Z talentem sprawa jest prosta: albo się go ma, albo nie. Widać to wyraźnie na przykład podczas lektury tzw. literackiego numeru „Gór” (nr 226, czerwiec 2013), gdzie większości autorów proza literacka pomyliła się ze sprawozdaniem z wyjazdu. Kurtyka ma już za sobą dokonania literackie – m.in. opowiadania „Łamaniec” i „Losar” – i za każdym razem były to rzeczy dowodzące, że on talent po prostu ma.

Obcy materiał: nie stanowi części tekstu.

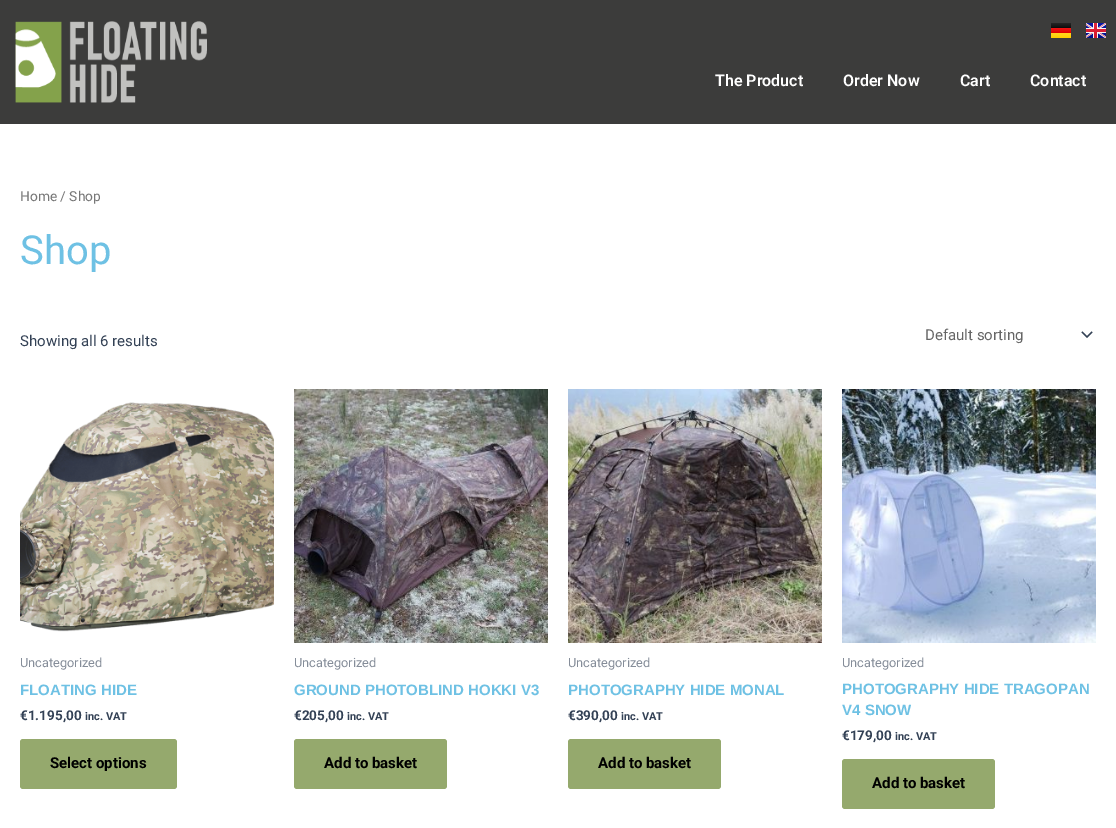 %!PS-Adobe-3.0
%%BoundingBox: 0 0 1116 828
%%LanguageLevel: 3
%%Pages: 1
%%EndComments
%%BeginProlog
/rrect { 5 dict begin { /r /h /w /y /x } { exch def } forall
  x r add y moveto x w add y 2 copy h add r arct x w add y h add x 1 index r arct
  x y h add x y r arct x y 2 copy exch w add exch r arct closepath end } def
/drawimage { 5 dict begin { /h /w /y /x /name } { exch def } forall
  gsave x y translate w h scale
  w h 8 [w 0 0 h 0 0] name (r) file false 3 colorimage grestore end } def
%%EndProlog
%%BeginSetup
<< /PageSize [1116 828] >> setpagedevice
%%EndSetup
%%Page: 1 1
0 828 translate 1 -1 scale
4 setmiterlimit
1 setgray
0 0 1116 828 rectfill
0.235 0.235 0.231 setrgbcolor
0 0 1116 124 rectfill
(images/1.raw) 15 21 192 82 drawimage
gsave newpath 1051 23 moveto 1071 23 lineto 1071 28 lineto 1051 28 lineto closepath clip newpath
<< /ShadingType 2 /ColorSpace /DeviceRGB /Coords [1061 23 1061 28] /Extend [true true] /Function << /FunctionType 2 /Domain [0 1] /C0 [0.149 0.149 0.149] /C1 [0.051 0.051 0.051] /N 1 >> >> shfill grestore
gsave newpath 1051 28 moveto 1071 28 lineto 1071 33 lineto 1051 33 lineto closepath clip newpath
<< /ShadingType 2 /ColorSpace /DeviceRGB /Coords [1061 28 1061 33] /Extend [true true] /Function << /FunctionType 2 /Domain [0 1] /C0 [0.941 0.082 0.082] /C1 [0.871 0 0] /N 1 >> >> shfill grestore
gsave newpath 1051 33 moveto 1071 33 lineto 1071 38 lineto 1051 38 lineto closepath clip newpath
<< /ShadingType 2 /ColorSpace /DeviceRGB /Coords [1061 33 1061 38] /Extend [true true] /Function << /FunctionType 2 /Domain [0 1] /C0 [1 0.835 0.129] /C1 [1 0.812 0] /N 1 >> >> shfill grestore
(images/2.raw) 1086 23 20 15 drawimage
(images/3.raw) 1081 331 12 7 drawimage
(images/4.raw) 20 402 254 230 drawimage
0.584 0.663 0.427 setrgbcolor
20 739 157 50 3 rrect fill
(images/5.raw) 294 389 254 254 drawimage
294 739 153 50 3 rrect fill
(images/6.raw) 568 389 254 254 drawimage
568 739 153 50 3 rrect fill
(images/7.raw) 842 389 254 254 drawimage
842 759 153 50 3 rrect fill
/Roboto-SemiBold [16 0 0 -16 0 0] selectfont
1 setgray
715 86 moveto (The Product) show
843 86 moveto (Order Now) show
960 86 moveto (Cart) show
1030 86 moveto (Contact) show
/Roboto-Regular [13.75 0 0 -13.75 0 0] selectfont
0.467 setgray
20 201 moveto (Home / Shop) show
/Roboto-Regular [40 0 0 -40 0 0] selectfont
0.431 0.757 0.894 setrgbcolor
20 264 moveto (Shop) show
/Roboto-Regular [15 0 0 -15 0 0] selectfont
0.2 0.255 0.333 setrgbcolor
20 346 moveto (Showing all 6 results) show
0.4 setgray
925 340 moveto (Default sorting) show
/Roboto-Regular [12.75 0 0 -12.75 0 0] selectfont
0.522 0.553 0.6 setrgbcolor
20 667 moveto (Uncategorized) show
/LiberationSans-Bold [15 0 0 -15 0 0] selectfont
0.431 0.757 0.894 setrgbcolor
20 695 moveto (FLOATING HIDE) show
/Roboto-Bold [13.5 0 0 -13.5 0 0] selectfont
0.2 0.255 0.333 setrgbcolor
20 720 moveto (€1.195,00) show
/Roboto-Bold [11 0 0 -11 0 0] selectfont
85 720 moveto (inc. VAT) show
/Roboto-Bold [15 0 0 -15 0 0] selectfont
0 setgray
50 768 moveto (Select options) show
/Roboto-Regular [12.75 0 0 -12.75 0 0] selectfont
0.522 0.553 0.6 setrgbcolor
294 667 moveto (Uncategorized) show
/LiberationSans-Bold [15 0 0 -15 0 0] selectfont
0.431 0.757 0.894 setrgbcolor
294 695 moveto (GROUND PHOTOBLIND HOKKI V3) show
/Roboto-Bold [13.5 0 0 -13.5 0 0] selectfont
0.2 0.255 0.333 setrgbcolor
294 720 moveto (€205,00) show
/Roboto-Bold [11 0 0 -11 0 0] selectfont
347 720 moveto (inc. VAT) show
/Roboto-Bold [15 0 0 -15 0 0] selectfont
0 setgray
324 768 moveto (Add to basket) show
/Roboto-Regular [12.75 0 0 -12.75 0 0] selectfont
0.522 0.553 0.6 setrgbcolor
568 667 moveto (Uncategorized) show
/LiberationSans-Bold [15 0 0 -15 0 0] selectfont
0.431 0.757 0.894 setrgbcolor
568 695 moveto (PHOTOGRAPHY HIDE MONAL) show
/Roboto-Bold [13.5 0 0 -13.5 0 0] selectfont
0.2 0.255 0.333 setrgbcolor
568 720 moveto (€390,00) show
/Roboto-Bold [11 0 0 -11 0 0] selectfont
621 720 moveto (inc. VAT) show
/Roboto-Bold [15 0 0 -15 0 0] selectfont
0 setgray
598 768 moveto (Add to basket) show
/Roboto-Regular [12.75 0 0 -12.75 0 0] selectfont
0.522 0.553 0.6 setrgbcolor
842 667 moveto (Uncategorized) show
/LiberationSans-Bold [15 0 0 -15 0 0] selectfont
0.431 0.757 0.894 setrgbcolor
842 694 moveto (PHOTOGRAPHY HIDE TRAGOPAN) show
842 715 moveto (V4 SNOW) show
/Roboto-Bold [13.5 0 0 -13.5 0 0] selectfont
0.2 0.255 0.333 setrgbcolor
842 740 moveto (€179,00) show
/Roboto-Bold [11 0 0 -11 0 0] selectfont
895 740 moveto (inc. VAT) show
/Roboto-Bold [15 0 0 -15 0 0] selectfont
0 setgray
872 788 moveto (Add to basket) show
showpage
%%EOF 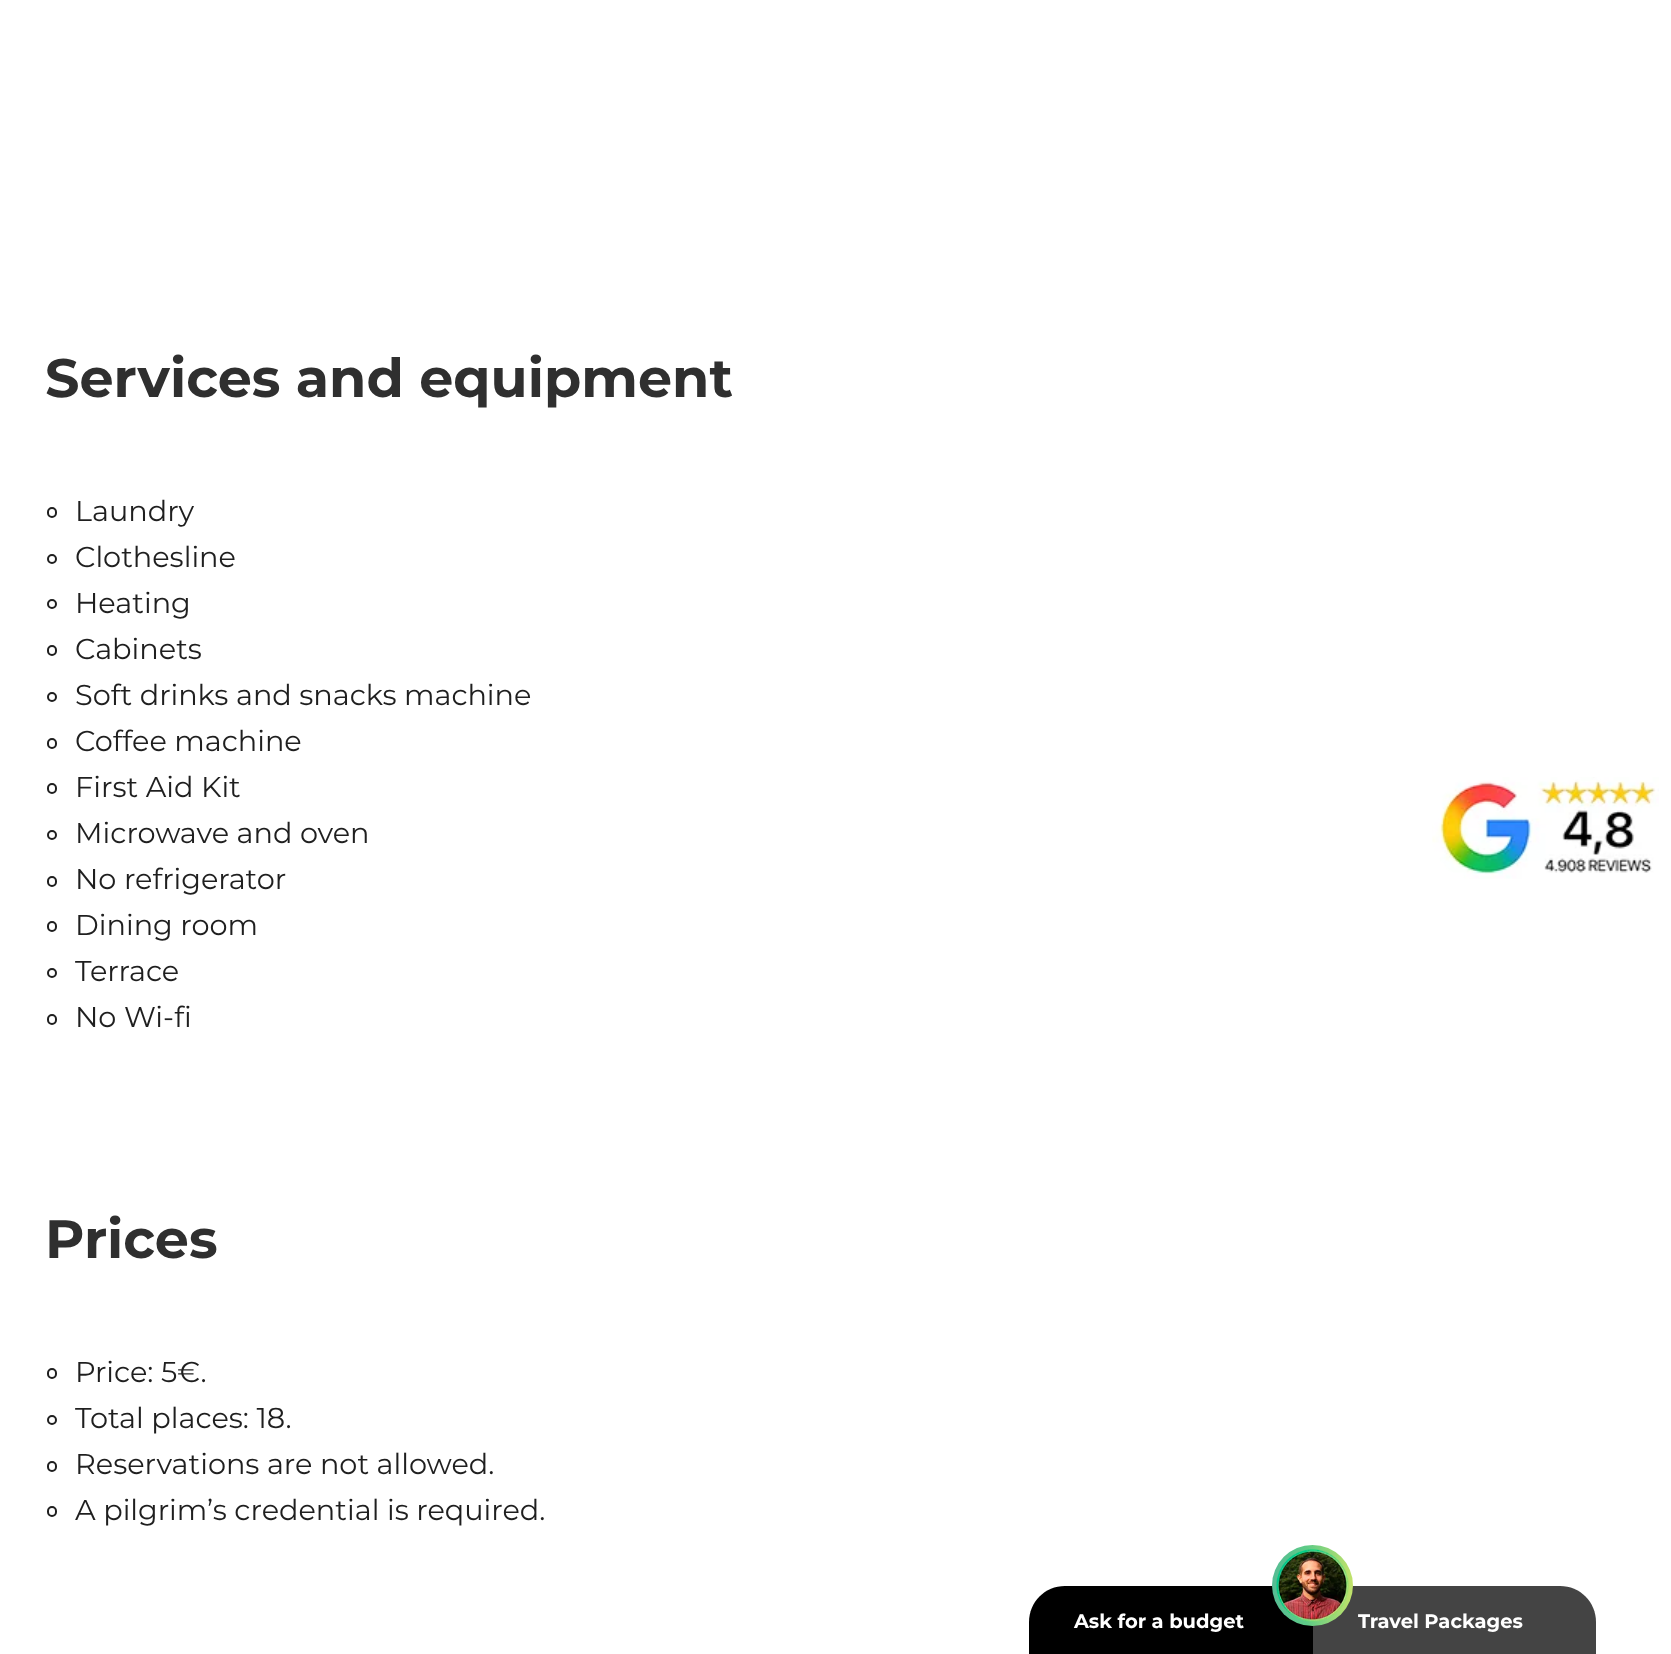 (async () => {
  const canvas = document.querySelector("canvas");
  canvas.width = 1671;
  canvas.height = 1654;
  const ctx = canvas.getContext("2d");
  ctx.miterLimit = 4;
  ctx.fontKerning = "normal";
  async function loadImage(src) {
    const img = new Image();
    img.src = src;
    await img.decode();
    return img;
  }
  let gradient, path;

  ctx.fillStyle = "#ffffff";
  ctx.fillRect(0, 0, 1671, 1654);
  ctx.beginPath();
  ctx.roundRect(48, 508, 8, 9, 4);
  ctx.strokeStyle = "#1f1f1f";
  ctx.lineWidth = 2;
  ctx.stroke();
  ctx.beginPath();
  ctx.arc(52, 559, 4, 0, Math.PI * 2);
  ctx.stroke();
  ctx.beginPath();
  ctx.arc(52, 604, 4, 0, Math.PI * 2);
  ctx.stroke();
  ctx.beginPath();
  ctx.roundRect(48, 646, 8, 9, 4);
  ctx.stroke();
  ctx.beginPath();
  ctx.arc(52, 697, 4, 0, Math.PI * 2);
  ctx.stroke();
  ctx.beginPath();
  ctx.roundRect(48, 739, 8, 9, 4);
  ctx.stroke();
  ctx.beginPath();
  ctx.roundRect(48, 784, 8, 9, 4);
  ctx.stroke();
  ctx.beginPath();
  ctx.arc(52, 835, 4, 0, Math.PI * 2);
  ctx.stroke();
  ctx.beginPath();
  ctx.roundRect(48, 877, 8, 9, 4);
  ctx.stroke();
  ctx.beginPath();
  ctx.roundRect(48, 922, 8, 9, 4);
  ctx.stroke();
  ctx.beginPath();
  ctx.arc(52, 973, 4, 0, Math.PI * 2);
  ctx.stroke();
  ctx.beginPath();
  ctx.roundRect(48, 1015, 8, 9, 4);
  ctx.stroke();
  ctx.beginPath();
  ctx.roundRect(48, 1369, 8, 9, 4);
  ctx.stroke();
  ctx.beginPath();
  ctx.arc(52, 1420, 4, 0, Math.PI * 2);
  ctx.stroke();
  ctx.beginPath();
  ctx.roundRect(48, 1462, 8, 9, 4);
  ctx.stroke();
  ctx.beginPath();
  ctx.roundRect(48, 1507, 8, 9, 4);
  ctx.stroke();
  ctx.drawImage(await loadImage("img/1.png"), 1432, 777, 227, 102);
  ctx.fillStyle = "#000000";
  path = new Path2D("M1065 1586H1313V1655H1029V1622C1029 1602 1045 1586 1065 1586Z");
  ctx.fill(path);
  ctx.fillStyle = "#444444";
  path = new Path2D("M1313 1586H1560C1580 1586 1596 1602 1596 1622V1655H1313Z");
  ctx.fill(path);
  gradient = ctx.createLinearGradient(1272, 1586, 1353, 1586);
  gradient.addColorStop(0, "#56bc94");
  gradient.addColorStop(0.43, "#5ecb87");
  gradient.addColorStop(1, "#c2e26a");
  ctx.fillStyle = gradient;
  ctx.beginPath();
  ctx.arc(1312.5, 1585.5, 40.5, 0, Math.PI * 2);
  ctx.fill();
  ctx.drawImage(await loadImage("img/2.png"), 1276, 1549, 73, 73);
  ctx.font = "bold 54px Montserrat";
  ctx.fillStyle = "#2f2f2f";
  ctx.fillText("Services and equipment", 45, 397);
  ctx.font = "28.75px Montserrat";
  ctx.fillStyle = "#1f1f1f";
  for (const [text, x, y] of [
    ["Laundry", 75, 521],
    ["Clothesline", 75, 567],
    ["Heating", 75, 613],
    ["Cabinets", 75, 659],
    ["Soft drinks and snacks machine", 75, 705],
    ["Coffee machine", 75, 751],
    ["First Aid Kit", 75, 797],
    ["Microwave and oven", 75, 843],
    ["No refrigerator", 75, 889],
    ["Dining room", 75, 935],
    ["Terrace", 75, 981],
    ["No Wi-fi", 75, 1027],
  ]) {
    ctx.fillText(text, x, y);
  }
  ctx.font = "bold 54px Montserrat";
  ctx.fillStyle = "#2f2f2f";
  ctx.fillText("Prices", 45, 1258);
  ctx.font = "28.75px Montserrat";
  ctx.fillStyle = "#1f1f1f";
  for (const [text, x, y] of [
    ["Price: 5€.", 75, 1382],
    ["Total places: 18.", 75, 1428],
    ["Reservations are not allowed.", 75, 1474],
    ["A pilgrim’s credential is required.", 75, 1520],
  ]) {
    ctx.fillText(text, x, y);
  }
  ctx.font = "bold 19.5px Montserrat";
  ctx.fillStyle = "#ffffff";
  ctx.fillText("Ask for a budget", 1074, 1628);
  ctx.fillText("Travel Packages", 1358, 1628);
})();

Jest to jednak talent poparty odpowiedzialnością za słowo i ciężką pracą nad formą.

 Cienka książeczka „Chiński Maharadża” przypomina kawałek semtexu – mały, ale o wielkiej sile rażenia. Albo fraktal – im dokładniej mu się przyglądamy, tym więcej światów widzimy.

Jak  o niej napisać, nie zdradzając jednocześnie zbyt wiele, bowiem niesamowita przyjemność z tej lektury płynie także z zaskoczeń? Różnorodność tej książki jest zadziwiająca: są dywagacje o istocie wspinania, ludzkiej kondycji, cenach indyjskich sukienek, tajemnicach świata roślin i meandrach stosunków międzyludzkich (małżeńskich, krakowskich i biznesowych). Ontolgia przeplata się z ekonomią, kulturą fizyczną i kwestią żydowską. A wszystko, niczym  grecki chór, komentuje niejaki Jakubek Jak-ubek. Czytając „Maharadżę”, będziemy płakali ze śmiechu, by po chwili przerwać lekturę, zapatrzyć się w zadumie w okno i dobrze się nad sobą zastanowić. Więcej nie napiszę. Czy polecam? Gorąco.

 

Beata Słama (recenzja ukazała się w kwartalniku „Tatry”)

 

Wojciech Kurtyka, „Chiński Maharadża”, Góry Books, Kraków 2013.